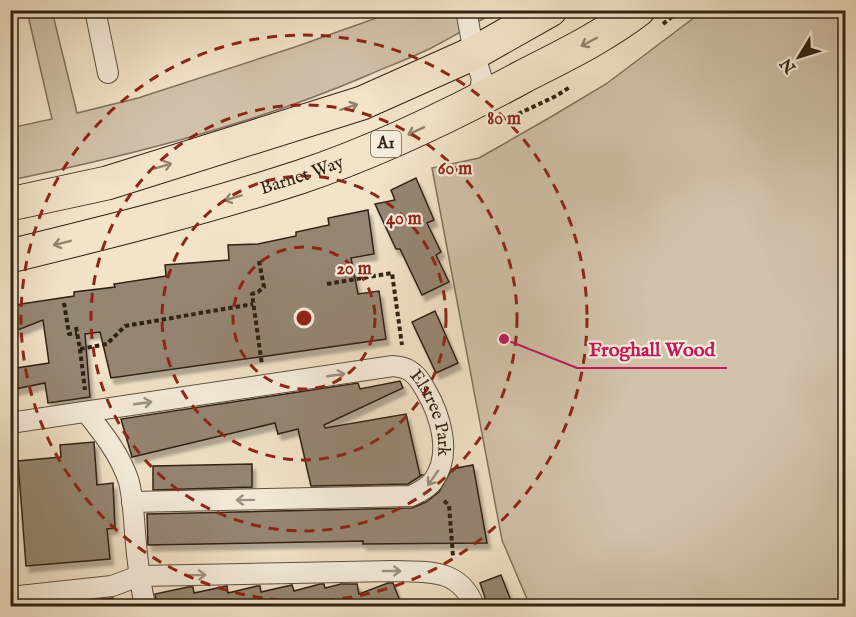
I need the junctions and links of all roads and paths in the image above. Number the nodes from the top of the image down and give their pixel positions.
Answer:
1 (95, 10) edge
2 (466, 10) edge
3 (550, 10) edge
4 (638, 10) edge
5 (474, 53) junction
6 (108, 73) dead end
7 (478, 101) junction
8 (10, 204) edge
9 (10, 256) edge
10 (259, 261) dead end
11 (327, 284) dead end
12 (64, 303) dead end
13 (253, 303) junction
14 (76, 327) dead end
15 (77, 333) junction
16 (80, 349) junction
17 (402, 367) junction
18 (265, 385) junction
19 (87, 412) junction
20 (10, 423) edge
21 (428, 486) junction
22 (132, 502) junction
23 (139, 576) junction
24 (452, 579) junction
25 (10, 597) edge
26 (145, 606) edge
27 (474, 606) edge

1 - 6 street
2 - 5 street
3 - 5 highway
4 -> 7 highway, Barnet Way / A1
5 - 7 street
8 -> 5 highway
7 -> 9 highway, Barnet Way / A1
10 - 13 path
11 - 17 path
12 - 15 path
13 - 16 path
13 - 18 path
14 - 15 path
15 - 16 path
16 - 19 path
18 -> 17 street, Elstree Park
17 -> 21 street, Elstree Park
19 -> 18 street, Elstree Park
19 - 20 street, Elstree Park
19 - 22 street
21 -> 22 street, Elstree Park
21 - 24 path
22 - 23 street
23 -> 24 street
23 - 25 street
23 - 26 street
24 - 27 street

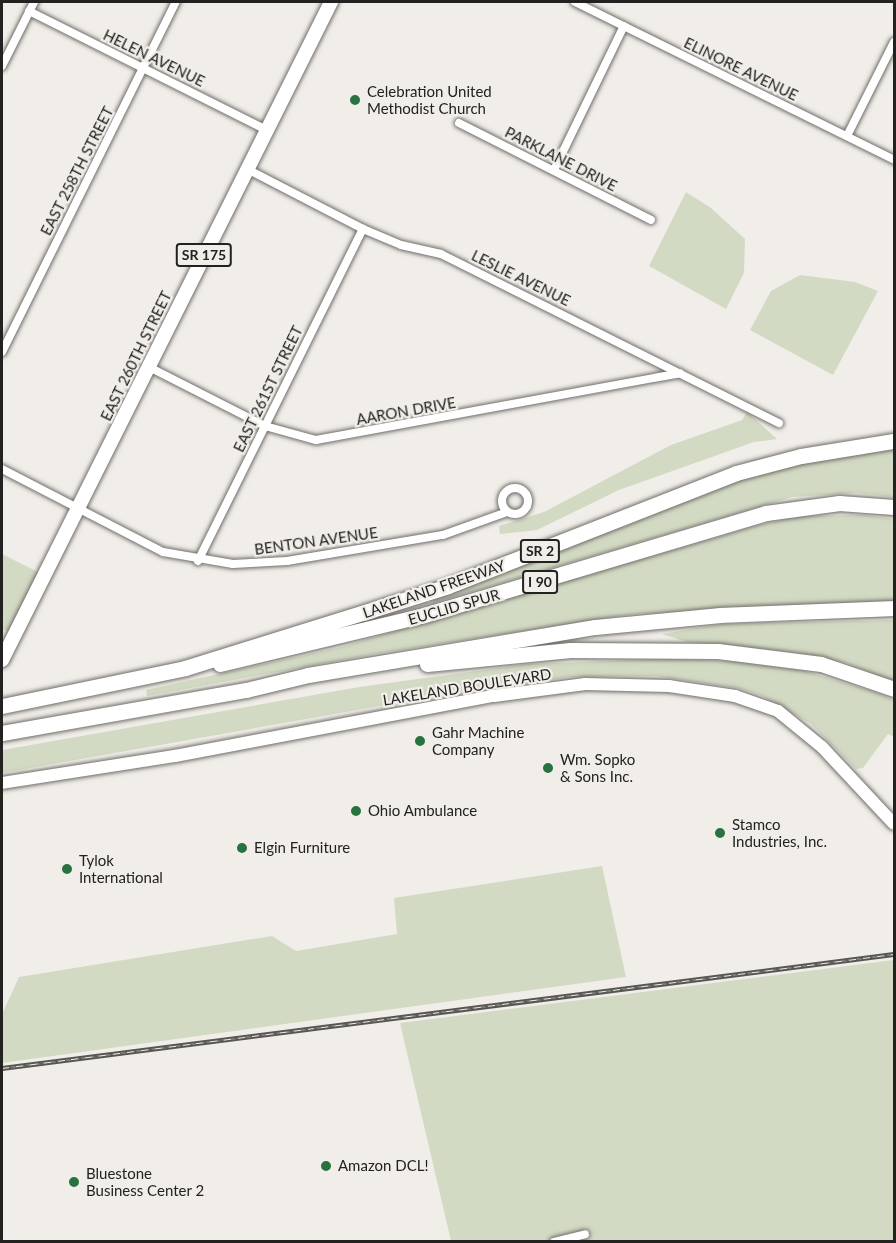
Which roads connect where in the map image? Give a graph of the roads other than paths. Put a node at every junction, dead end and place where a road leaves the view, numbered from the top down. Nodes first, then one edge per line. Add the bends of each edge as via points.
1 (34, 2) edge
2 (176, 2) edge
3 (331, 2) edge
4 (575, 2) edge
5 (29, 12) junction
6 (624, 26) junction
7 (894, 42) edge
8 (2, 66) edge
9 (143, 68) junction
10 (459, 123) dead end
11 (267, 130) junction
12 (847, 136) junction
13 (894, 160) edge
14 (247, 169) junction
15 (554, 170) junction
16 (651, 220) dead end
17 (363, 229) junction
18 (2, 352) edge
19 (149, 367) junction
20 (680, 373) junction
21 (779, 423) dead end
22 (265, 426) junction
23 (894, 441) edge
24 (2, 469) edge
25 (894, 507) edge
26 (78, 509) junction
27 (507, 512) dead end
28 (198, 561) junction
29 (894, 608) edge
30 (2, 660) edge
31 (185, 668) junction
32 (894, 689) edge
33 (246, 690) junction
34 (2, 706) edge
35 (4, 732) edge
36 (2, 783) edge
37 (894, 824) edge
38 (585, 1234) dead end
39 (554, 1242) edge

1 - 5 street
2 - 9 street, EAST 258TH STREET
3 - 11 main road, EAST 260TH STREET / SR 175
4 - 6 street, ELINORE AVENUE
5 - 8 street
5 - 9 street, HELEN AVENUE
6 - 12 street, ELINORE AVENUE
6 - 15 street
7 - 12 street
9 - 11 street, HELEN AVENUE
9 - 18 street, EAST 258TH STREET
10 - 15 street, PARKLANE DRIVE
11 - 14 main road, EAST 260TH STREET / SR 175
12 - 13 street, ELINORE AVENUE
14 - 17 street, LESLIE AVENUE
14 - 19 main road, EAST 260TH STREET / SR 175
15 - 16 street, PARKLANE DRIVE
17 - 20 street, LESLIE AVENUE via 401,245 441,254
17 - 22 street, EAST 261ST STREET
19 - 22 street, AARON DRIVE
19 - 26 main road, EAST 260TH STREET / SR 175
20 - 21 street, LESLIE AVENUE
20 - 22 street, AARON DRIVE via 316,440
22 - 28 street, EAST 261ST STREET
23 - 31 highway, LAKELAND FREEWAY / SR 2 via 809,454 736,473 448,586
24 - 26 street, BENTON AVENUE
25 - 31 highway, EUCLID SPUR / I 90 via 839,503 766,513 394,623 241,661
26 - 28 street, BENTON AVENUE via 163,552
26 - 30 main road, EAST 260TH STREET / SR 175
27 - 28 street, BENTON AVENUE via 442,536 287,561
29 - 33 highway via 720,615 595,627 308,675
31 - 34 highway, LAKELAND FREEWAY / I 90
32 - 33 highway via 853,673 790,658 643,648 468,660
33 - 35 highway
36 - 37 street, LAKELAND BOULEVARD via 175,756 494,696 585,684 669,686 735,696 778,711 822,747
38 - 39 street

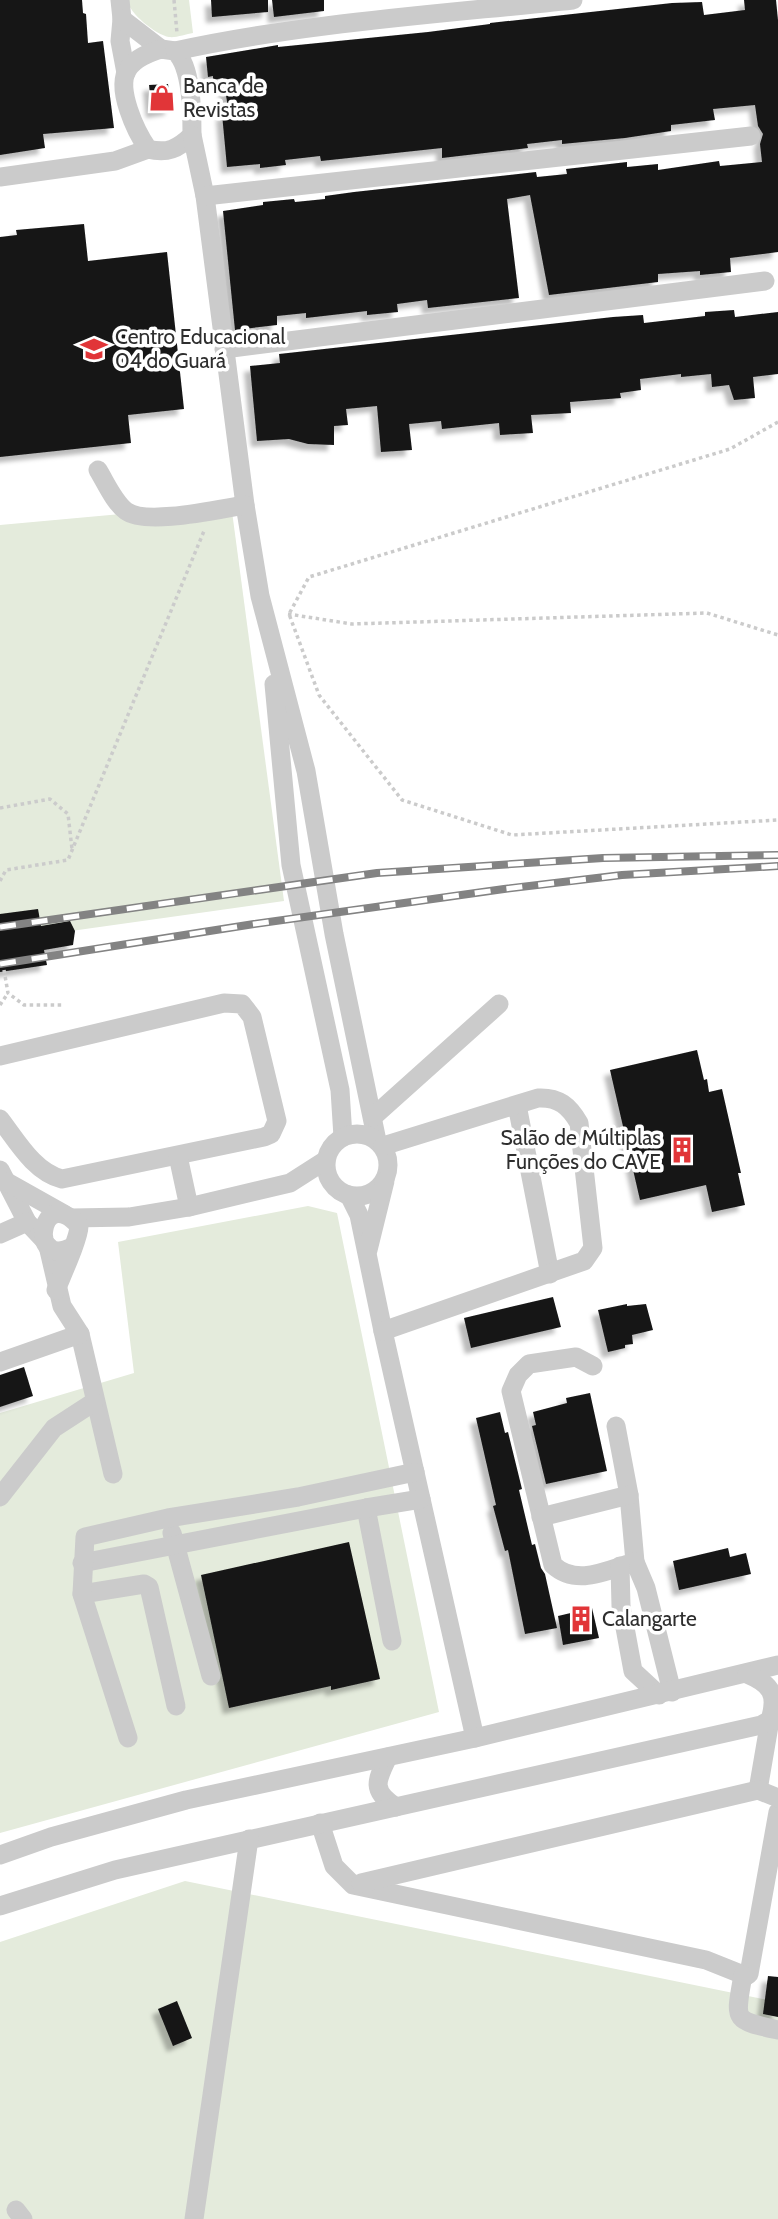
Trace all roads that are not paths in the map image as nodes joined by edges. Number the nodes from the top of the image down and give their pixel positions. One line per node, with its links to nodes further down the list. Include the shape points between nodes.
1 (573, 0): 3 (street, via 291,31)
2 (121, 10): 3 (street); 4 (street)
3 (172, 50): 4 (street, via 140,57); 5 (street, via 185,65)
4 (126, 73): 7 (street, via 131,120)
5 (191, 135): 7 (street, via 170,151); 9 (street)
6 (751, 136): 9 (street)
7 (148, 149): 8 (street, via 115,161)
8 (0, 177)
9 (205, 196): 11 (street)
10 (765, 281): 11 (street)
11 (224, 349): 13 (street)
12 (99, 470): 13 (street, via 120,505 133,515 158,518)
13 (245, 505): 14 (street)
14 (270, 635): 18 (street, via 306,771); 20 (street, via 291,865 340,1090)
15 (499, 1004): 18 (street)
16 (0, 1056): 22 (street, via 224,1003 242,1003 252,1017 275,1128 264,1137)
17 (517, 1105): 21 (street); 36 (street); 36 (street, via 551,1097 571,1109 579,1123 593,1248 584,1261)
18 (373, 1118): 21 (street)
19 (0, 1119): 22 (street, via 29,1157 62,1179)
20 (343, 1137): 21 (street, via 367,1135); 23 (street)
21 (380, 1144): 24 (street, via 389,1163)
22 (178, 1156): 28 (street)
23 (326, 1160): 25 (street); 27 (street, via 327,1174)
24 (384, 1181): 27 (street, via 363,1196); 35 (street)
25 (290, 1183): 27 (street); 28 (street)
26 (6, 1188): 29 (street); 31 (street)
27 (343, 1192): 35 (street, via 359,1215)
28 (189, 1207): 30 (street)
29 (68, 1216): 30 (street); 33 (street, via 54,1215 47,1220 42,1230); 34 (street, via 79,1226)
30 (129, 1217): 34 (street)
31 (27, 1222): 32 (street); 33 (street)
32 (0, 1234)
33 (45, 1243): 34 (street, via 56,1251); 37 (street)
34 (74, 1244): 37 (street)
35 (367, 1254): 38 (street)
36 (550, 1274): 38 (street)
37 (56, 1290): 39 (street)
38 (383, 1331): 44 (street)
39 (80, 1334): 40 (street); 42 (street)
40 (0, 1362)
41 (593, 1366): 51 (street, via 576,1357 529,1364 511,1391)
42 (94, 1402): 45 (street); 48 (street, via 54,1428)
43 (616, 1426): 46 (street)
44 (415, 1472): 47 (street); 49 (street)
45 (113, 1474)
46 (629, 1495): 51 (street); 56 (street)
47 (298, 1496): 52 (street); 53 (street)
48 (0, 1497)
49 (421, 1499): 50 (street); 67 (street)
50 (366, 1508): 53 (street); 58 (street)
51 (541, 1517): 56 (street, via 553,1566 559,1572 581,1577)
52 (168, 1518): 54 (street); 55 (street, via 85,1537)
53 (302, 1521): 54 (street)
54 (176, 1545): 55 (street); 61 (street)
55 (82, 1563): 57 (street)
56 (627, 1564): 63 (street, via 646,1588); 63 (street, via 621,1605 632,1671)
57 (82, 1594): 64 (street, via 144,1584 149,1587); 66 (street)
58 (393, 1642)
59 (778, 1665): 60 (street)
60 (747, 1674): 62 (street); 63 (street)
61 (211, 1676)
62 (773, 1686): 65 (street)
63 (666, 1693): 67 (street)
64 (176, 1706)
65 (770, 1720): 69 (street); 71 (street)
66 (128, 1738)
67 (475, 1738): 68 (street)
68 (387, 1757): 71 (street, via 377,1781 378,1791); 75 (street, via 186,1800)
69 (758, 1790): 70 (street); 76 (street)
70 (778, 1798)
71 (396, 1807): 73 (street)
72 (778, 1812): 78 (street, via 749,1973)
73 (320, 1823): 74 (street); 76 (street, via 334,1866)
74 (250, 1839): 77 (street, via 115,1870); 80 (street)
75 (0, 1855)
76 (353, 1885): 78 (street, via 706,1960)
77 (0, 1906)
78 (743, 1975): 79 (street, via 737,2011 741,2019)
79 (778, 2030)
80 (194, 2219)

#### Work order:
Return every line of the listing above where "LESLIE" appears.

#### The answer:
14 - 17 street, LESLIE AVENUE
17 - 20 street, LESLIE AVENUE via 401,245 441,254
20 - 21 street, LESLIE AVENUE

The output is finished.